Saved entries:

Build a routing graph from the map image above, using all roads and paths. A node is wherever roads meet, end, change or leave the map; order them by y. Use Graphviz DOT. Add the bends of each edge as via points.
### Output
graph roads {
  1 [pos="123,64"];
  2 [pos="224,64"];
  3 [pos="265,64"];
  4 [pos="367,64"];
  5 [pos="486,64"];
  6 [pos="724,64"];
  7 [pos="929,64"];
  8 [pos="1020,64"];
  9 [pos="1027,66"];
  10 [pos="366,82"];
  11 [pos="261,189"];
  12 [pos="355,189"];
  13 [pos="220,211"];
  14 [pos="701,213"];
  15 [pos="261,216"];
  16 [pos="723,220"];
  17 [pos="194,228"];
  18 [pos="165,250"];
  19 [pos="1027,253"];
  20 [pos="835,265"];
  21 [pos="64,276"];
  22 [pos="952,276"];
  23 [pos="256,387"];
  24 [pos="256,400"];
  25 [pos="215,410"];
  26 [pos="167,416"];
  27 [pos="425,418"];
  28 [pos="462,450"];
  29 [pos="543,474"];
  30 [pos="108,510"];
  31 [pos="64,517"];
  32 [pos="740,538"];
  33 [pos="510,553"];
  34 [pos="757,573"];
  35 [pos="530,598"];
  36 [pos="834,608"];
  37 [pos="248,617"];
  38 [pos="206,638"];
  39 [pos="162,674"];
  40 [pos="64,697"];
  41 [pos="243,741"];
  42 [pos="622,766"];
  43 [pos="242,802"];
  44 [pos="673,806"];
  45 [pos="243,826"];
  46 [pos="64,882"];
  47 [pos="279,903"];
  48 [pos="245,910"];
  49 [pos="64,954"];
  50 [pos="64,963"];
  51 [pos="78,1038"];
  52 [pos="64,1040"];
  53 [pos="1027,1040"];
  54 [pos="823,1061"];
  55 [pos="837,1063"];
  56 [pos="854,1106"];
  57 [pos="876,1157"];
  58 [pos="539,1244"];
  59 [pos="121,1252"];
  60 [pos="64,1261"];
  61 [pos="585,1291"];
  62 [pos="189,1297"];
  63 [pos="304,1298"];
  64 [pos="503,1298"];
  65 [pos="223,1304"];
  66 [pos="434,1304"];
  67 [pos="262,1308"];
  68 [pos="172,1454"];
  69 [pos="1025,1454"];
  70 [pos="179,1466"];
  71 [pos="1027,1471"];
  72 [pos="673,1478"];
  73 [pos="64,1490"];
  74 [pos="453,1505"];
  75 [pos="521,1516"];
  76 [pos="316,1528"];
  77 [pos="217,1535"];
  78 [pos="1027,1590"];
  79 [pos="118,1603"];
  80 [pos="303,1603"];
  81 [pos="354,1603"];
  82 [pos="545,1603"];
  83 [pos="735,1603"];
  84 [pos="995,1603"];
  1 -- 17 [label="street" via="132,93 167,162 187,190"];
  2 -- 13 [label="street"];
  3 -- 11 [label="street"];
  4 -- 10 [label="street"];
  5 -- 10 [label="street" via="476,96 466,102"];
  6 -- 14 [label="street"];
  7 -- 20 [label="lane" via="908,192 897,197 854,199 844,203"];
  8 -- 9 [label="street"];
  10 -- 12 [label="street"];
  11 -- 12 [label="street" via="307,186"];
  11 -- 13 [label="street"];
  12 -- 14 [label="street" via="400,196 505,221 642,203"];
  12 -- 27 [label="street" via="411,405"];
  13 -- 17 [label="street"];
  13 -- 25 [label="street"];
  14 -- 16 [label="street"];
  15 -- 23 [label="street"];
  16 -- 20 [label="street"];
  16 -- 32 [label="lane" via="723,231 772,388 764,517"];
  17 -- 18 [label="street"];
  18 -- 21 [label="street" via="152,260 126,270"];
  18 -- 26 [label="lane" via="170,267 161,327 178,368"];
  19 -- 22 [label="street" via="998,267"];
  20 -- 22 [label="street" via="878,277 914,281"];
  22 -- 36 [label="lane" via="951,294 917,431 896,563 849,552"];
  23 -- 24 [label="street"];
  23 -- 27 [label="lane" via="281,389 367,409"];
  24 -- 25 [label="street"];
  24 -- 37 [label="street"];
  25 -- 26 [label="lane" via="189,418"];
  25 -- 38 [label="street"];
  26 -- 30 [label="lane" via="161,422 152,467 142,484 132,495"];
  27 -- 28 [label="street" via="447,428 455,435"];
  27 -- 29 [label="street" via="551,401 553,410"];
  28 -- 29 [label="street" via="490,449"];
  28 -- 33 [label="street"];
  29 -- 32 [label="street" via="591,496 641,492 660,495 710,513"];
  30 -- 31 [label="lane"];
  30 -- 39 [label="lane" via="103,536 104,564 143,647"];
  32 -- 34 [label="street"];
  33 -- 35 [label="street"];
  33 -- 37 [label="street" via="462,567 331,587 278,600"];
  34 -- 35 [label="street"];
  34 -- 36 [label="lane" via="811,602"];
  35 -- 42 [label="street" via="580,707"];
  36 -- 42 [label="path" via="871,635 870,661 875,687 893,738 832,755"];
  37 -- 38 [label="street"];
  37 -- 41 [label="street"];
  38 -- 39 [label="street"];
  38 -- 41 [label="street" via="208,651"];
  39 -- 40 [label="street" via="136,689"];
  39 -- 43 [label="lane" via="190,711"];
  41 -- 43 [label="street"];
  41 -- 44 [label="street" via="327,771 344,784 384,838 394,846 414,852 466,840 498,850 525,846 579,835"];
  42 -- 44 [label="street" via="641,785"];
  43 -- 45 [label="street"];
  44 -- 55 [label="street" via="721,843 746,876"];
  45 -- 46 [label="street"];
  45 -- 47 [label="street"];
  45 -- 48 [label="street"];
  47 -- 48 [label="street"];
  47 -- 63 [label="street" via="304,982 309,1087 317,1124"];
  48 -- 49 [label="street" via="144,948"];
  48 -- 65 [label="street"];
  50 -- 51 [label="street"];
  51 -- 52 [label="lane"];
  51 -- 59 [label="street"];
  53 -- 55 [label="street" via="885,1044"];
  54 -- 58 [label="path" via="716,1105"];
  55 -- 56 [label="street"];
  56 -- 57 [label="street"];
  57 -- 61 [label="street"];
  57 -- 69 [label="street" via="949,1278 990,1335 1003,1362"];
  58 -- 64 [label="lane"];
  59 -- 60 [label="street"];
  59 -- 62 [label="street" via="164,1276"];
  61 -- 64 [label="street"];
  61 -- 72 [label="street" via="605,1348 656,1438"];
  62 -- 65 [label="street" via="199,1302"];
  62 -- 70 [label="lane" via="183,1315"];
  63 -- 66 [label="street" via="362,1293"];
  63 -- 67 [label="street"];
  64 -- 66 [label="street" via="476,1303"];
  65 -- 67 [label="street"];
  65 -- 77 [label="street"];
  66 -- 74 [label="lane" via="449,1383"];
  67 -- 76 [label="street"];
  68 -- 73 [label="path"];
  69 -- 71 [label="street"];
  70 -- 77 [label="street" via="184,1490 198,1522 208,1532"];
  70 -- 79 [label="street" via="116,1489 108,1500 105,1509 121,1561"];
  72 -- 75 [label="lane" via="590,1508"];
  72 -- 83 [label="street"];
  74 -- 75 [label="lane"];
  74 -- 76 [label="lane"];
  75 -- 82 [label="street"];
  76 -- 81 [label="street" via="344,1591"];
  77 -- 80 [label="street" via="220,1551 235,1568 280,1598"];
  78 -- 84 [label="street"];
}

◆ **What you have to do**: Report each line in the data above that holds the word "graph" by copying it.

◆ **Result for this exercise**:
Build a routing graph from the map image above, using all roads and paths. A node is wherever roads meet, end, change or leave the map; order them by y. Use Graphviz DOT. Add the bends of each edge as via points.
graph roads {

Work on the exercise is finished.